Mauch gave his team -- the oldest contender in baseball -- the day off yesterday. "I think it's a little unorthodox," said Mauch. "But I talked to all the players and they welcomed it to a man. We've had one day off in the last 24. With a younger team, we might not do that."

The Brewers enter this series with a sense that they've been released from purgatory. Had they lost Sunday in Baltimore -- dropping five games in the standings in the final four days of the season, and, also, losing their last six meetings with the Orioles, the Brewers would have put the 1964 Pholdin' Phillies in the shade for collapses.

The most grateful Brewer was Simmons. His mental gaffe -- flipping the ball to the umpire when he mistook a second out for a third out -- led to a Baltimore run in a game that ended in a tie, instead of a Milwaukee victory, in June; the Brewers lost the makeup game on Friday.

"I have literally tried to block that thought out of my mind for four months," said Simmons after Sunday's victory. "But that thought has popped up 1,000 times. And, this morning (before the game) it popped up again. I knew that if we lost, that mistake would stay in my memory the rest of my life. Human nature being what it is, people would have focused on that mistake as long as there is baseball, just like the (Fred) Merkle Boner (in 1908)."

In such a series, the decisive factor may well be emotional fatigue. The Angels had a long hard fight with the Royals, but, for the past week, they really never were in danger, despite their belated clinching. The Brewers, however, have been through the emotional equivalent of a train wreck over the past weekend.

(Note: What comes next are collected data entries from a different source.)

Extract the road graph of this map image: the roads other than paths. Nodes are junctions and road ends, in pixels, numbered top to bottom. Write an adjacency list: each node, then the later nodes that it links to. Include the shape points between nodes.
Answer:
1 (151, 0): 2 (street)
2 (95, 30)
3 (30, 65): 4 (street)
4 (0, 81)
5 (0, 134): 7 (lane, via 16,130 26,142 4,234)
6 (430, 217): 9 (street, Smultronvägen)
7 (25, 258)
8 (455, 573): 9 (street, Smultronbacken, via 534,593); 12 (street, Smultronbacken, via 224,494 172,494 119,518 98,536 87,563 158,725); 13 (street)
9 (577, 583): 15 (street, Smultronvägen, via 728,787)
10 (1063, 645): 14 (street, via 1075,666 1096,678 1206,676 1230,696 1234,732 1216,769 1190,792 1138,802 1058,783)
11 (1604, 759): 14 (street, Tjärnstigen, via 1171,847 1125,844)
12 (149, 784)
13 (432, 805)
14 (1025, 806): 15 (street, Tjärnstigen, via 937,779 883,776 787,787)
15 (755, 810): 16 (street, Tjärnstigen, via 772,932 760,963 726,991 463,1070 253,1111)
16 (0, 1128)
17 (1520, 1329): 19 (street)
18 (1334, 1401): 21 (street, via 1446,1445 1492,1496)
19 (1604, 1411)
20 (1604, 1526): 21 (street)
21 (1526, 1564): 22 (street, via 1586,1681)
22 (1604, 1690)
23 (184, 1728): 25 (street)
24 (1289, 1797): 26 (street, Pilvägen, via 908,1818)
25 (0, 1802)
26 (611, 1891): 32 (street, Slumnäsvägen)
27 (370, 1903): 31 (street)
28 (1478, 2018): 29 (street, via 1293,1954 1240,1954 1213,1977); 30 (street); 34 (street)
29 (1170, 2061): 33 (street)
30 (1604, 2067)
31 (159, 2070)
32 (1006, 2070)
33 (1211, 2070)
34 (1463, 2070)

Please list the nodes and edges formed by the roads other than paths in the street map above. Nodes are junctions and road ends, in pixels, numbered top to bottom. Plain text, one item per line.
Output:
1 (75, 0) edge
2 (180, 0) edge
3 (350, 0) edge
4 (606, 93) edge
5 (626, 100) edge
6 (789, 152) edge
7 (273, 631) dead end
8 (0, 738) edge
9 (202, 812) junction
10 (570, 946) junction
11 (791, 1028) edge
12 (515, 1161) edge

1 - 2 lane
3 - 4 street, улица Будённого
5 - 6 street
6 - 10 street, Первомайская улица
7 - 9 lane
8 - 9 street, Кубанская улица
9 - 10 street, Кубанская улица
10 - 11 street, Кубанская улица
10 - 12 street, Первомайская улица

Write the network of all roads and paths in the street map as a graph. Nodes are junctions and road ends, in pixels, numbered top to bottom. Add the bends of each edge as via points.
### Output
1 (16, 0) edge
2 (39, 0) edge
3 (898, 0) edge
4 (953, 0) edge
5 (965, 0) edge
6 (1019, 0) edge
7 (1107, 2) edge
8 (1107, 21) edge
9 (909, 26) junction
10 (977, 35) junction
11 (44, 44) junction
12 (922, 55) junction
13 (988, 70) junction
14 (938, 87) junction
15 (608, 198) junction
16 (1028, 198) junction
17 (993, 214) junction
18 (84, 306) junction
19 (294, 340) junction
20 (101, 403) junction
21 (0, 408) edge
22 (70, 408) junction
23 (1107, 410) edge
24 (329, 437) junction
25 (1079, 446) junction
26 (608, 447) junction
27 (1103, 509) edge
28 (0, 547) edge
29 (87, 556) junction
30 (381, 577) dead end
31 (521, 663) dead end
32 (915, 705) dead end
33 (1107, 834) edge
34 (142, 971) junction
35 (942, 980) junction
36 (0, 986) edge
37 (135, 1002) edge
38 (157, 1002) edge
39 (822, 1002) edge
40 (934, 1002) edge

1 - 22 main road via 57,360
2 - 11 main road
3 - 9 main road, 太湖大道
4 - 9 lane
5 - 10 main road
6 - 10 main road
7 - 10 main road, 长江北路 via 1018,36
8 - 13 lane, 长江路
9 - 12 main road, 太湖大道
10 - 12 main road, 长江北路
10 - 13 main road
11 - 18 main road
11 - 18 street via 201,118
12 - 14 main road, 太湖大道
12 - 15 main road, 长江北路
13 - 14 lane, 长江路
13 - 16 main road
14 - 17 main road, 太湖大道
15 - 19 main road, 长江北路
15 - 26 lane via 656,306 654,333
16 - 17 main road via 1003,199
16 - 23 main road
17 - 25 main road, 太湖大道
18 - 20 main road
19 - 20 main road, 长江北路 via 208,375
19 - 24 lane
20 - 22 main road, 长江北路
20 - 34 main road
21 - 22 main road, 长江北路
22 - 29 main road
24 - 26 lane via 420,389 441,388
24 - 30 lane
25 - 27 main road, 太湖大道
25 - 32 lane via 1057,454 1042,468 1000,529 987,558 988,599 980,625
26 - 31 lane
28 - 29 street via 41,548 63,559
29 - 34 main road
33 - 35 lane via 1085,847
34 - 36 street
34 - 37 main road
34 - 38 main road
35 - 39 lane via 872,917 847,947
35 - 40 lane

A comparison comes quickly to mind. In 1980, the New York Yankees won 103 games -- the most in baseball, just as the Brewers' 95 is the best in this season of parity/mediocrity. The Yankees, however, had been in a draining race for two months with the second-best team in captivity -- Baltimore. The Yankees were swamped in three games by Kansas City and looked dead on their feet.

This year, Milwaukee has had an almost identical experience, being forced to the wall for seven weeks by the same second-best Orioles.

If the True Blue Brew Crew can recover quickly enough to match blows with the Angels, somebody should buy them a round of Harvey Wallbangers.